# What the task requires
Begin with the line containing "index tip: (104, 124)" and reproduce it and all later lines exactly, through the last line of the records. Add nothing else.

○ ○ ○

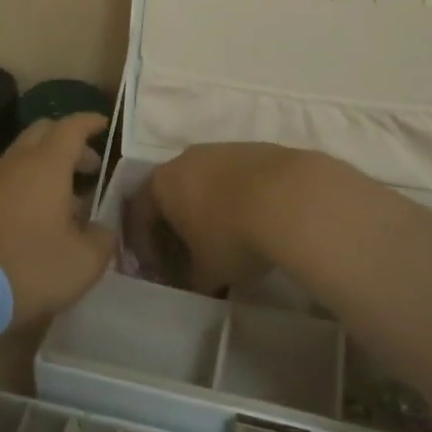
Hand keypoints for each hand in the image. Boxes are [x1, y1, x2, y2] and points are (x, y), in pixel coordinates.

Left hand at [0, 114, 116, 328]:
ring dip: (43, 169)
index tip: (104, 124)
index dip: (89, 122)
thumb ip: (102, 239)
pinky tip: (30, 222)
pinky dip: (22, 189)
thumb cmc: (28, 266)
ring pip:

○ ○ ○

# Completed exercise
index tip: (104, 124)
index dip: (89, 122)
thumb ip: (102, 239)
pinky tip: (30, 222)
pinky dip: (22, 189)
thumb cmc: (28, 266)
ring pip:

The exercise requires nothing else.